## Your assignment
When you repeat the entries below, keep each word exactly as it is and drop the pictures.

(Collected data)
* * *

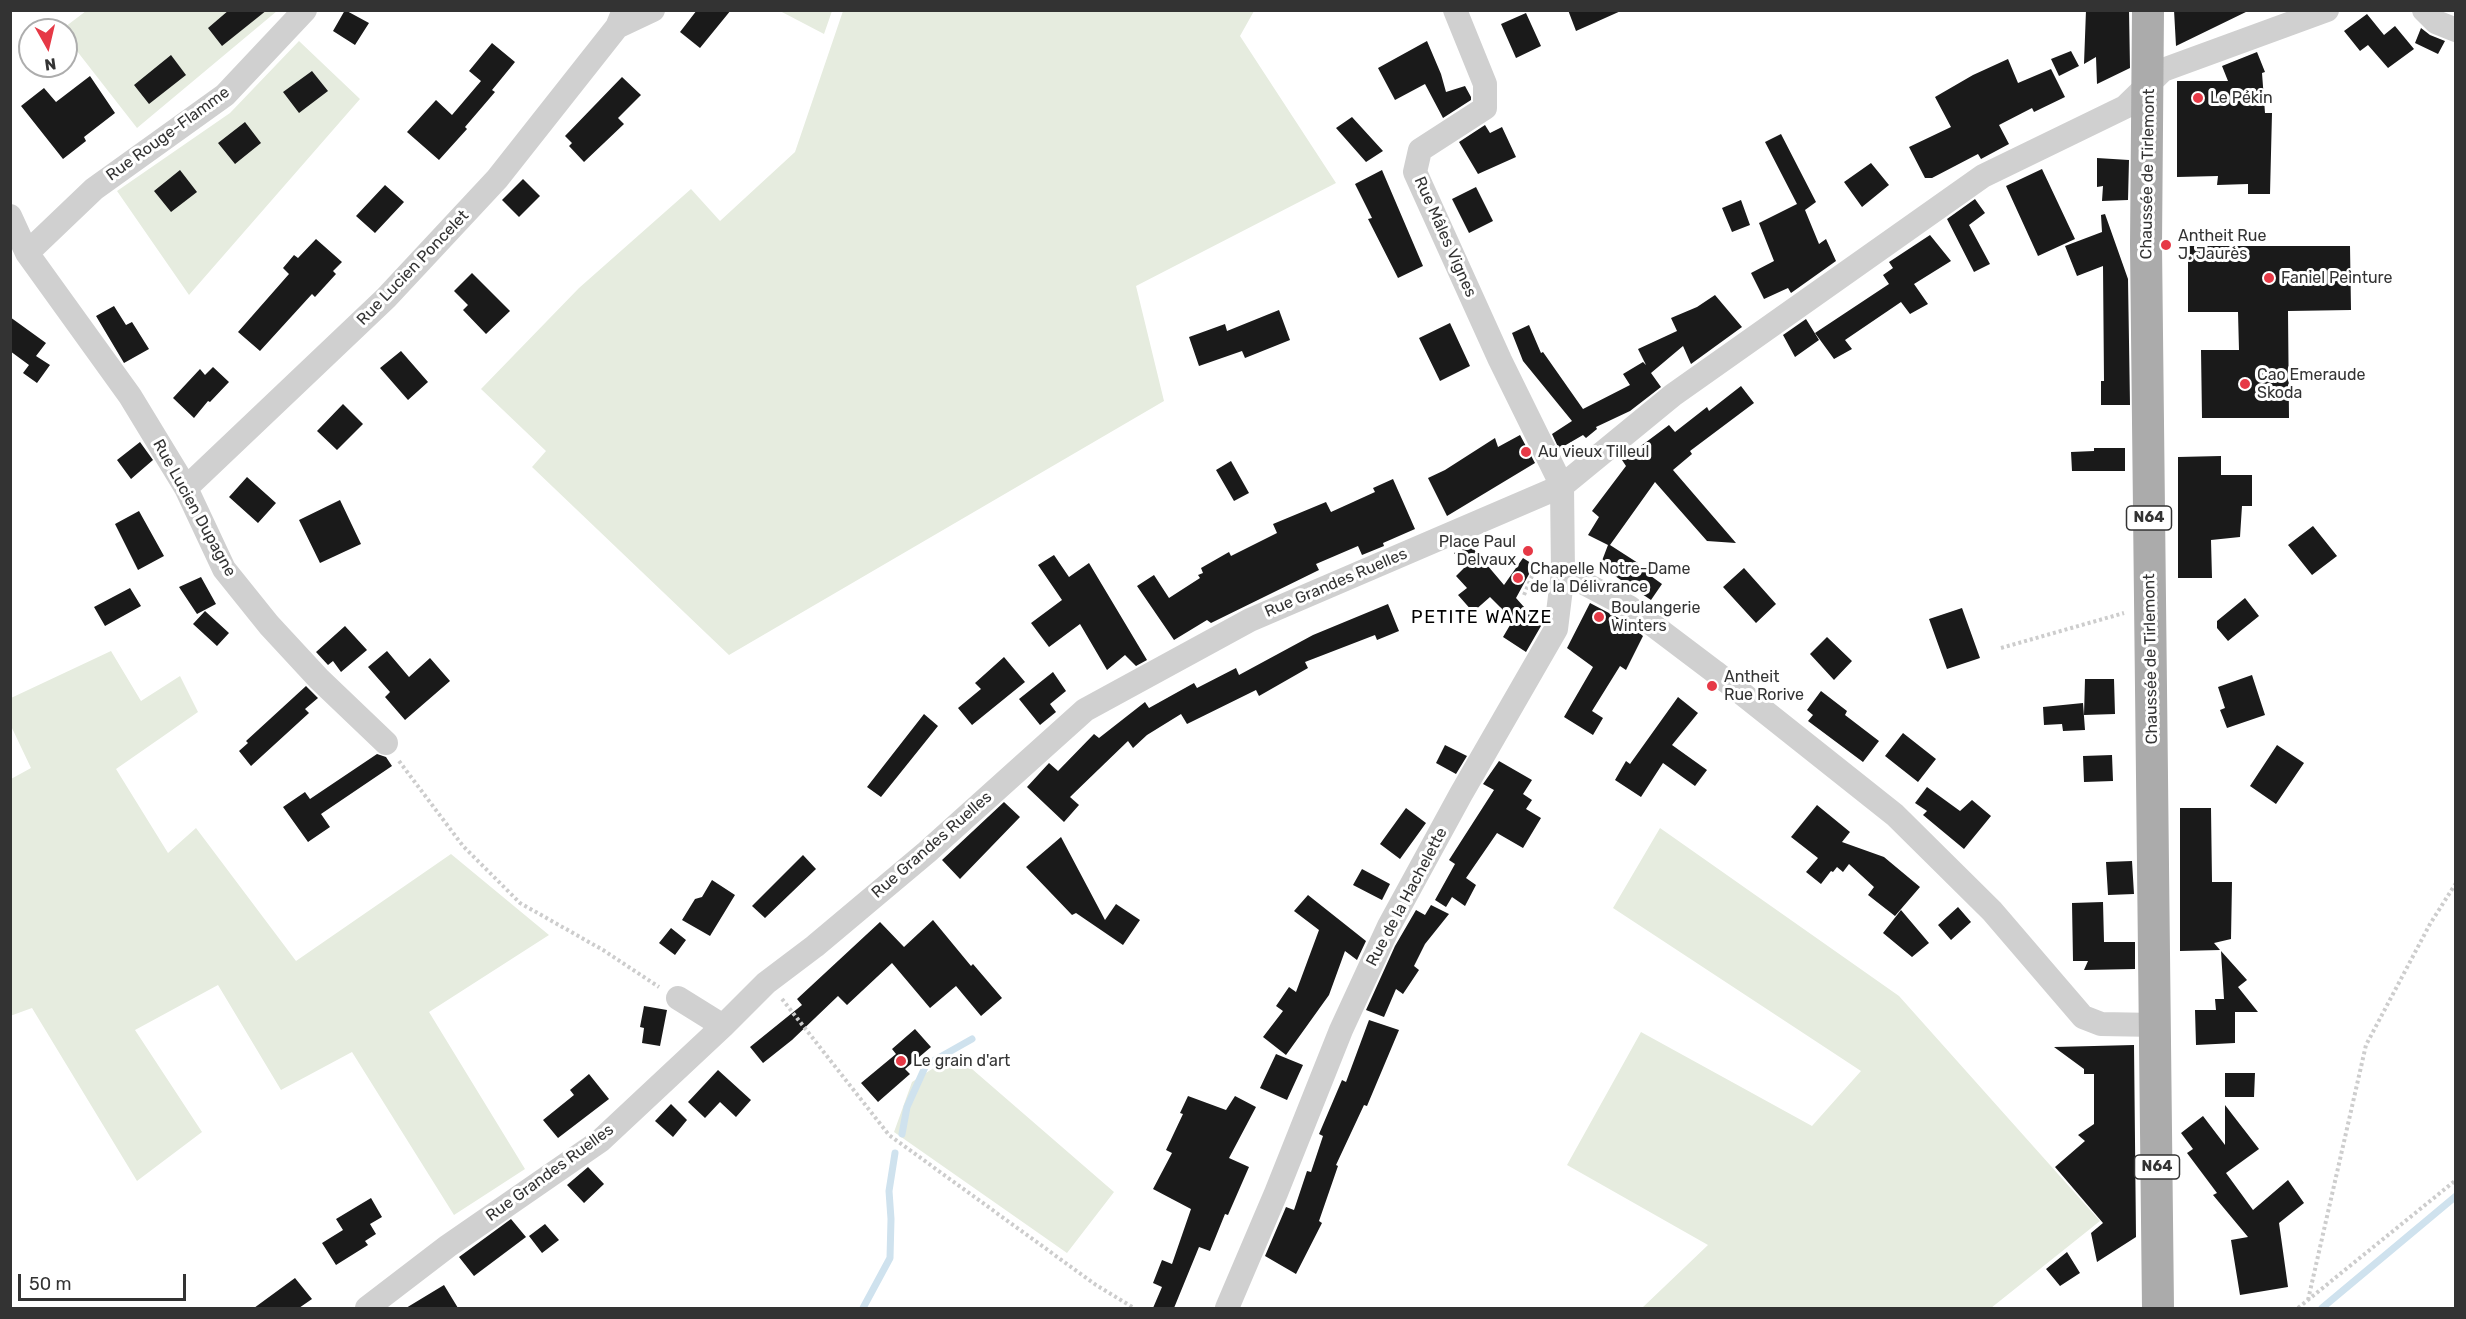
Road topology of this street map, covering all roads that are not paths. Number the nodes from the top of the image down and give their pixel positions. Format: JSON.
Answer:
{"nodes":[{"id":1,"x":305,"y":10,"type":"edge"},
{"id":2,"x":653,"y":10,"type":"edge"},
{"id":3,"x":1455,"y":10,"type":"edge"},
{"id":4,"x":2148,"y":10,"type":"edge"},
{"id":5,"x":2327,"y":10,"type":"edge"},
{"id":6,"x":2424,"y":10,"type":"edge"},
{"id":7,"x":621,"y":19,"type":"edge"},
{"id":8,"x":2456,"y":30,"type":"edge"},
{"id":9,"x":2149,"y":83,"type":"junction"},
{"id":10,"x":10,"y":216,"type":"edge"},
{"id":11,"x":19,"y":253,"type":"edge"},
{"id":12,"x":1562,"y":486,"type":"junction"},
{"id":13,"x":186,"y":488,"type":"junction"},
{"id":14,"x":1554,"y":566,"type":"junction"},
{"id":15,"x":386,"y":744,"type":"road end"},
{"id":16,"x":678,"y":998,"type":"road end"},
{"id":17,"x":2156,"y":1025,"type":"junction"},
{"id":18,"x":723,"y":1026,"type":"junction"},
{"id":19,"x":367,"y":1308,"type":"edge"},
{"id":20,"x":1227,"y":1308,"type":"edge"},
{"id":21,"x":2158,"y":1308,"type":"edge"}],
"edges":[{"from":1,"to":11,"type":"street","name":"Rue Rouge-Flamme"},
{"from":2,"to":7,"type":"street","name":"Rue Lucien Poncelet"},
{"from":3,"to":12,"type":"street","name":"Rue Mâles Vignes"},
{"from":4,"to":9,"type":"main road","name":"Chaussée de Tirlemont","number":"N64"},
{"from":5,"to":9,"type":"street","name":"Rue Grandes Ruelles"},
{"from":6,"to":8,"type":"street"},
{"from":7,"to":13,"type":"street","name":"Rue Lucien Poncelet"},
{"from":9,"to":12,"type":"street","name":"Rue Grandes Ruelles"},
{"from":9,"to":17,"type":"main road","name":"Chaussée de Tirlemont","number":"N64"},
{"from":10,"to":11,"type":"street","name":"Rue Lucien Dupagne"},
{"from":11,"to":13,"type":"street","name":"Rue Lucien Dupagne"},
{"from":12,"to":14,"type":"street","name":"Rue de la Hachelette"},
{"from":12,"to":18,"type":"street","name":"Rue Grandes Ruelles"},
{"from":13,"to":15,"type":"street","name":"Rue Lucien Dupagne"},
{"from":14,"to":17,"type":"street"},
{"from":14,"to":20,"type":"street","name":"Rue de la Hachelette"},
{"from":16,"to":18,"type":"street"},
{"from":17,"to":21,"type":"main road","name":"Chaussée de Tirlemont","number":"N64"},
{"from":18,"to":19,"type":"street","name":"Rue Grandes Ruelles"}]}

* * *

## Written solution
Road topology of this street map, covering all roads that are not paths. Number the nodes from the top of the image down and give their pixel positions. Format: JSON.
Answer:
{"nodes":[{"id":1,"x":305,"y":10,"type":"edge"},
{"id":2,"x":653,"y":10,"type":"edge"},
{"id":3,"x":1455,"y":10,"type":"edge"},
{"id":4,"x":2148,"y":10,"type":"edge"},
{"id":5,"x":2327,"y":10,"type":"edge"},
{"id":6,"x":2424,"y":10,"type":"edge"},
{"id":7,"x":621,"y":19,"type":"edge"},
{"id":8,"x":2456,"y":30,"type":"edge"},
{"id":9,"x":2149,"y":83,"type":"junction"},
{"id":10,"x":10,"y":216,"type":"edge"},
{"id":11,"x":19,"y":253,"type":"edge"},
{"id":12,"x":1562,"y":486,"type":"junction"},
{"id":13,"x":186,"y":488,"type":"junction"},
{"id":14,"x":1554,"y":566,"type":"junction"},
{"id":15,"x":386,"y":744,"type":"road end"},
{"id":16,"x":678,"y":998,"type":"road end"},
{"id":17,"x":2156,"y":1025,"type":"junction"},
{"id":18,"x":723,"y":1026,"type":"junction"},
{"id":19,"x":367,"y":1308,"type":"edge"},
{"id":20,"x":1227,"y":1308,"type":"edge"},
{"id":21,"x":2158,"y":1308,"type":"edge"}],
"edges":[{"from":1,"to":11,"type":"street","name":"Rue Rouge-Flamme"},
{"from":2,"to":7,"type":"street","name":"Rue Lucien Poncelet"},
{"from":3,"to":12,"type":"street","name":"Rue Mâles Vignes"},
{"from":4,"to":9,"type":"main road","name":"Chaussée de Tirlemont","number":"N64"},
{"from":5,"to":9,"type":"street","name":"Rue Grandes Ruelles"},
{"from":6,"to":8,"type":"street"},
{"from":7,"to":13,"type":"street","name":"Rue Lucien Poncelet"},
{"from":9,"to":12,"type":"street","name":"Rue Grandes Ruelles"},
{"from":9,"to":17,"type":"main road","name":"Chaussée de Tirlemont","number":"N64"},
{"from":10,"to":11,"type":"street","name":"Rue Lucien Dupagne"},
{"from":11,"to":13,"type":"street","name":"Rue Lucien Dupagne"},
{"from":12,"to":14,"type":"street","name":"Rue de la Hachelette"},
{"from":12,"to":18,"type":"street","name":"Rue Grandes Ruelles"},
{"from":13,"to":15,"type":"street","name":"Rue Lucien Dupagne"},
{"from":14,"to":17,"type":"street"},
{"from":14,"to":20,"type":"street","name":"Rue de la Hachelette"},
{"from":16,"to":18,"type":"street"},
{"from":17,"to":21,"type":"main road","name":"Chaussée de Tirlemont","number":"N64"},
{"from":18,"to":19,"type":"street","name":"Rue Grandes Ruelles"}]}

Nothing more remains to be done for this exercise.